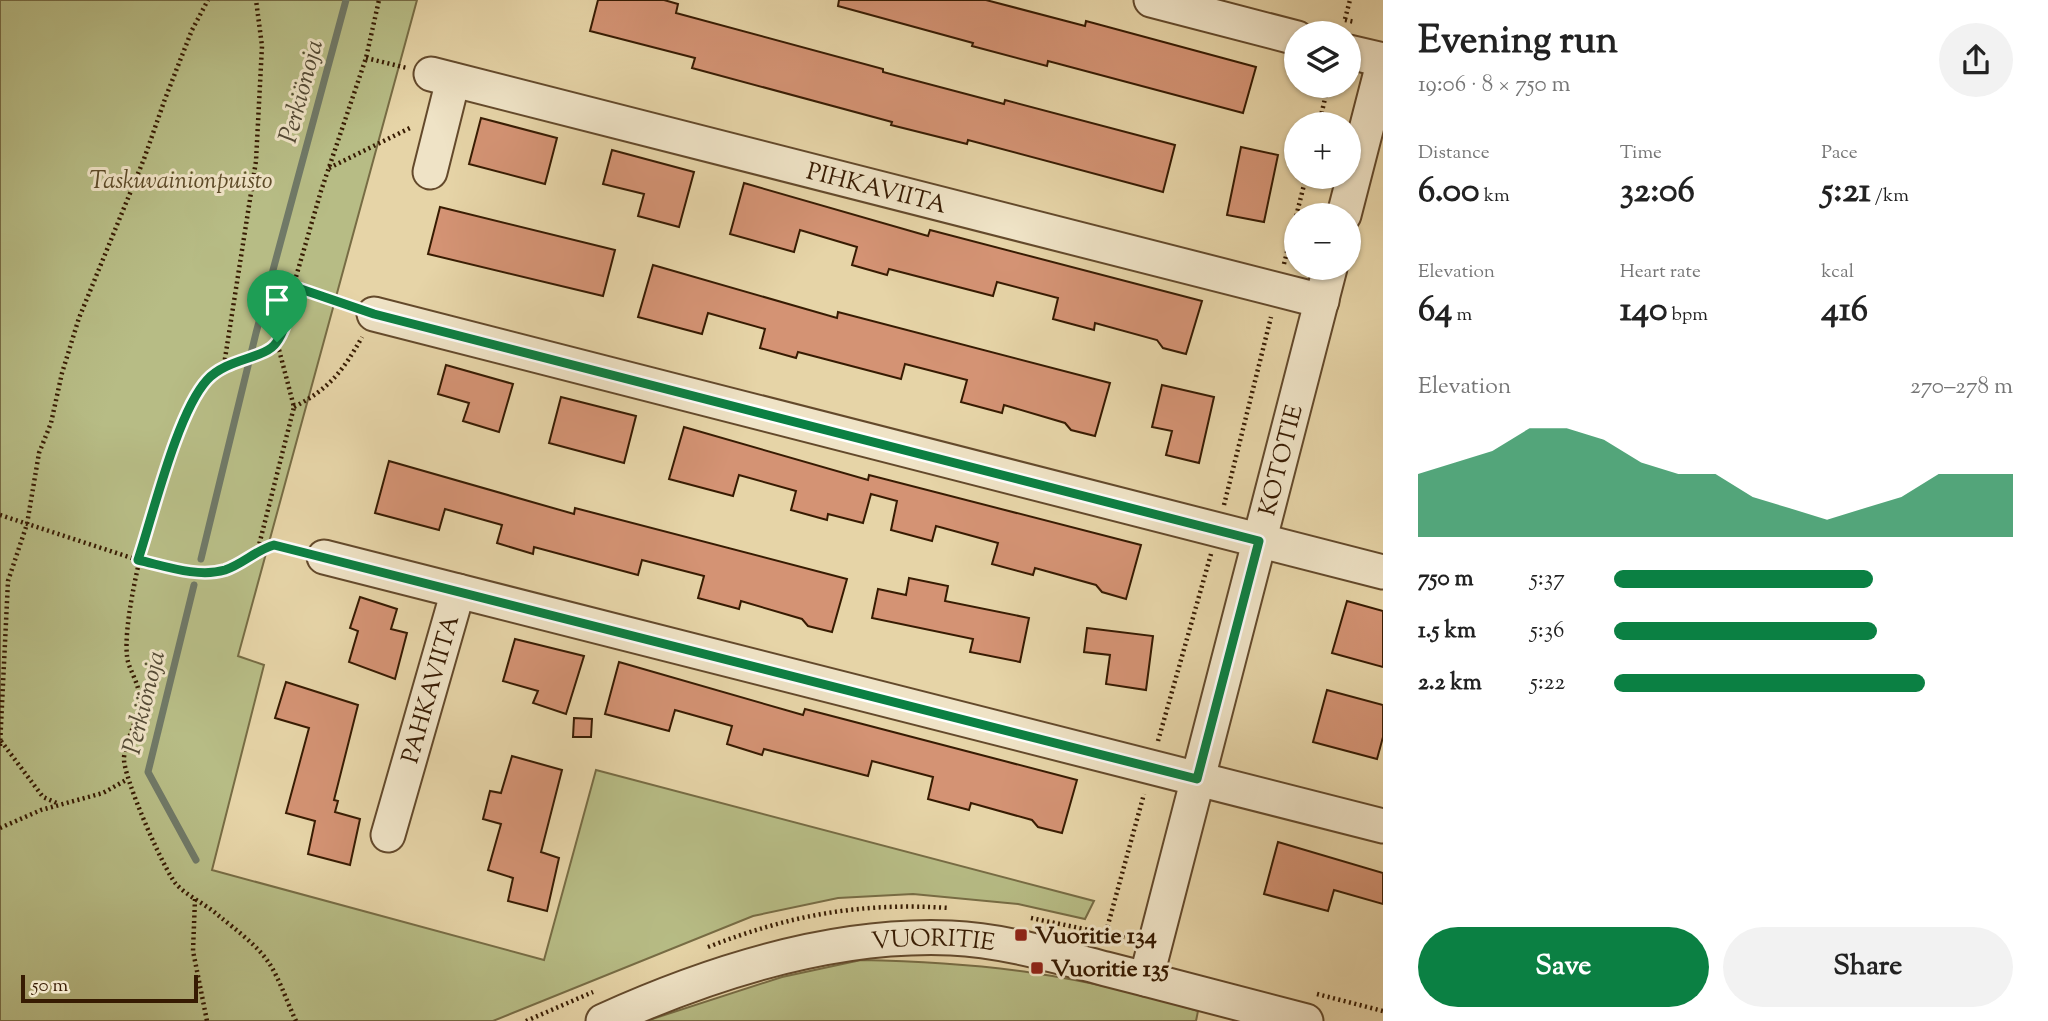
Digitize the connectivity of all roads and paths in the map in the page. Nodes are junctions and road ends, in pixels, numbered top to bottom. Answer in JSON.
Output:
{"nodes":[{"id":1,"x":208,"y":0,"type":"edge"},
{"id":2,"x":256,"y":0,"type":"edge"},
{"id":3,"x":379,"y":0,"type":"edge"},
{"id":4,"x":1151,"y":0,"type":"edge"},
{"id":5,"x":1350,"y":0,"type":"edge"},
{"id":6,"x":1344,"y":21,"type":"edge"},
{"id":7,"x":1284,"y":35,"type":"edge"},
{"id":8,"x":1361,"y":56,"type":"edge"},
{"id":9,"x":366,"y":58,"type":"junction"},
{"id":10,"x":1383,"y":62,"type":"edge"},
{"id":11,"x":442,"y":77,"type":"junction"},
{"id":12,"x":445,"y":113,"type":"junction"},
{"id":13,"x":329,"y":168,"type":"junction"},
{"id":14,"x":430,"y":172,"type":"dead end"},
{"id":15,"x":1347,"y":203,"type":"edge"},
{"id":16,"x":1327,"y":280,"type":"edge"},
{"id":17,"x":295,"y":287,"type":"junction"},
{"id":18,"x":1322,"y":301,"type":"junction"},
{"id":19,"x":374,"y":314,"type":"junction"},
{"id":20,"x":277,"y":342,"type":"junction"},
{"id":21,"x":224,"y":366,"type":"junction"},
{"id":22,"x":294,"y":407,"type":"junction"},
{"id":23,"x":0,"y":514,"type":"edge"},
{"id":24,"x":27,"y":524,"type":"junction"},
{"id":25,"x":1259,"y":541,"type":"junction"},
{"id":26,"x":258,"y":549,"type":"junction"},
{"id":27,"x":324,"y":557,"type":"joint"},
{"id":28,"x":138,"y":560,"type":"junction"},
{"id":29,"x":1383,"y":572,"type":"edge"},
{"id":30,"x":458,"y":591,"type":"junction"},
{"id":31,"x":0,"y":743,"type":"edge"},
{"id":32,"x":1197,"y":779,"type":"junction"},
{"id":33,"x":126,"y":780,"type":"junction"},
{"id":34,"x":60,"y":804,"type":"junction"},
{"id":35,"x":1383,"y":826,"type":"edge"},
{"id":36,"x":0,"y":828,"type":"edge"},
{"id":37,"x":388,"y":835,"type":"dead end"},
{"id":38,"x":195,"y":898,"type":"junction"},
{"id":39,"x":1146,"y":979,"type":"junction"},
{"id":40,"x":207,"y":1021,"type":"edge"},
{"id":41,"x":296,"y":1021,"type":"edge"},
{"id":42,"x":603,"y":1021,"type":"edge"},
{"id":43,"x":1306,"y":1021,"type":"edge"}],
"edges":[{"from":1,"to":24,"type":"path"},
{"from":2,"to":21,"type":"path"},
{"from":3,"to":9,"type":"path"},
{"from":4,"to":7,"type":"street"},
{"from":5,"to":6,"type":"path"},
{"from":8,"to":10,"type":"street"},
{"from":9,"to":11,"type":"path"},
{"from":9,"to":13,"type":"path"},
{"from":10,"to":15,"type":"street"},
{"from":11,"to":12,"type":"street"},
{"from":11,"to":18,"type":"street","name":"PIHKAVIITA"},
{"from":12,"to":13,"type":"path"},
{"from":12,"to":14,"type":"street"},
{"from":13,"to":17,"type":"path"},
{"from":16,"to":18,"type":"street","name":"KOTOTIE"},
{"from":17,"to":19,"type":"path"},
{"from":17,"to":20,"type":"path"},
{"from":18,"to":25,"type":"street","name":"KOTOTIE"},
{"from":19,"to":22,"type":"path"},
{"from":19,"to":25,"type":"street"},
{"from":20,"to":21,"type":"path"},
{"from":20,"to":22,"type":"path"},
{"from":21,"to":28,"type":"path"},
{"from":22,"to":26,"type":"path"},
{"from":23,"to":24,"type":"path"},
{"from":24,"to":28,"type":"path"},
{"from":24,"to":31,"type":"path"},
{"from":25,"to":29,"type":"street"},
{"from":25,"to":32,"type":"street","name":"KOTOTIE"},
{"from":26,"to":27,"type":"path"},
{"from":26,"to":28,"type":"path"},
{"from":27,"to":30,"type":"street"},
{"from":28,"to":33,"type":"path"},
{"from":30,"to":32,"type":"street","name":"PAHKAVIITA"},
{"from":30,"to":37,"type":"street","name":"PAHKAVIITA"},
{"from":31,"to":34,"type":"path"},
{"from":32,"to":35,"type":"street","name":"PAHKAVIITA"},
{"from":32,"to":39,"type":"street","name":"KOTOTIE"},
{"from":33,"to":34,"type":"path"},
{"from":33,"to":38,"type":"path"},
{"from":34,"to":36,"type":"path"},
{"from":38,"to":40,"type":"path"},
{"from":38,"to":41,"type":"path"},
{"from":39,"to":42,"type":"street","name":"VUORITIE"},
{"from":39,"to":43,"type":"street","name":"VUORITIE"}]}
* * *
▸ **GOAL OF THE EXERCISE**:
Search the material for the word "dead" and copy each line where it occurs.

▸ **COMPLETED TASK**:
{"id":14,"x":430,"y":172,"type":"dead end"},
{"id":37,"x":388,"y":835,"type":"dead end"},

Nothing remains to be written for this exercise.